Statement #8: If other measures fail, desensitization is recommended. The infusion should be carried out with micro dilutions, adjusting the dose/rate based on the patient’s clinical manifestations and tolerance. In particular, protocols with a significant dose reduction should be avoided in patients with severe symptoms of the disease such as cardiomyopathy, as prognosis can be compromised in case of transient worsening. On the basis of the literature, a proposal of a desensitization protocol is reported in Table 7.

Table 7

Proposal of desensitisation protocol

Initial dose	10 mg/kg weekly
Dose increase [69]	¾ of the dose every 10 days (after 2 successive successfully infusions) → full dose at a modified rate scheduled every 2 weeks → standard recommended rate
Initial concentration [72]	1/10,000–1/100 of the full therapeutic dose. If anaphylaxis is severe: 1/1,000,000–1/10,000 of the full therapeutic dose. If positive skin test, the starting dose can be determined based on the endpoint titration
Concentration increase [74]	Doubling or three-fold every 15–20 min until the therapeutic dose is achieved

Conclusions and future prospective

Herein a summary of the evidence on adverse reactions to ERT in Pompe disease, particularly in its c-IOPD, is presented. Based upon our review of the available literature, we can conclude that there remains a need for the following.

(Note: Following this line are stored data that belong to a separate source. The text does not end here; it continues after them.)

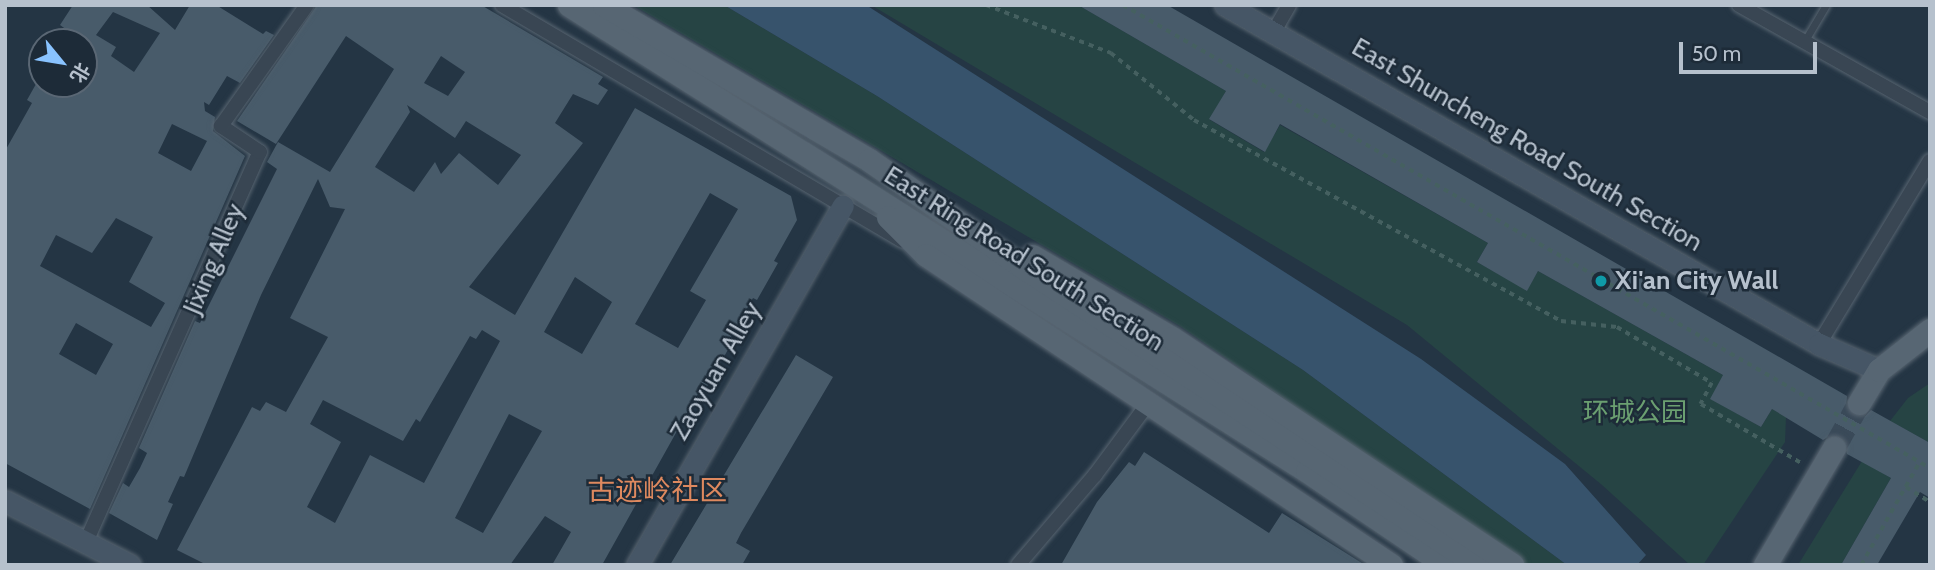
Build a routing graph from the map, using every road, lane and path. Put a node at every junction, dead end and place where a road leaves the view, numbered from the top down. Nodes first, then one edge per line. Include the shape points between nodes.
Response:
1 (307, 5) edge
2 (502, 5) edge
3 (569, 5) edge
4 (604, 5) edge
5 (986, 5) edge
6 (1123, 5) edge
7 (1225, 5) edge
8 (1289, 5) edge
9 (1739, 5) edge
10 (1826, 5) edge
11 (1273, 33) junction
12 (1804, 42) junction
13 (1930, 112) edge
14 (869, 160) junction
15 (1930, 161) edge
16 (857, 187) junction
17 (843, 206) junction
18 (926, 255) junction
19 (1930, 330) edge
20 (1819, 344) junction
21 (1879, 370) junction
22 (1150, 401) junction
23 (1860, 403) tunnel mouth
24 (1834, 447) tunnel mouth
25 (1920, 463) junction
26 (1930, 468) edge
27 (1818, 473) junction
28 (1906, 487) junction
29 (5, 500) edge
30 (1930, 502) edge
31 (86, 542) junction
32 (130, 565) edge
33 (637, 565) edge
34 (1018, 565) edge
35 (1391, 565) edge
36 (1446, 565) edge
37 (1478, 565) edge
38 (1512, 565) edge
39 (1765, 565) edge
40 (1861, 565) edge

1 - 31 street, Jixing Alley via 221,126 260,152
2 - 17 street
3 - 16 main road, East Ring Road South Section
4 - 14 main road, East Ring Road South Section
5 - 27 path via 1111,53 1194,120 1561,321 1616,327 1712,383 1701,404
6 - 25 path
7 - 11 street, East Shuncheng Road South Section
8 - 11 street
9 - 12 street
10 - 12 lane
11 - 20 street, East Shuncheng Road South Section
12 - 13 street
14 - 37 main road, East Ring Road South Section via 1021,266
14 - 38 main road via 1172,338
15 - 20 street
16 - 18 main road
16 - 36 main road, East Ring Road South Section via 1307,471
17 - 18 street
17 - 33 street, Zaoyuan Alley
18 - 22 main road
19 - 21 main road
20 - 21 street, East Shuncheng Road South Section
21 - 23 main road
22 - 34 street via 1095,475
22 - 35 main road
24 - 27 main road
25 - 26 path
25 - 28 path
27 - 39 main road
28 - 30 path
28 - 40 path
29 - 31 street
31 - 32 street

A novel approach to immune tolerance induction, especially protocols that are antigen-specific and/or more highly antigen targeted, rather than employing systemically immunosuppressive agents, in order to improve efficacy and safety.

More personalized treatment approaches including immunogenicity prediction prior to ERT initiation, especially in CRIM positive patients.

Further strategies for eliminating long-lived plasma cells.

ERT Engineering to create non-immunogenic epitopes without reducing effectiveness.

In the future, gene therapy may play a relevant role by providing low doses of a non-toxic viral vector associated with ERT which could minimize the immune response.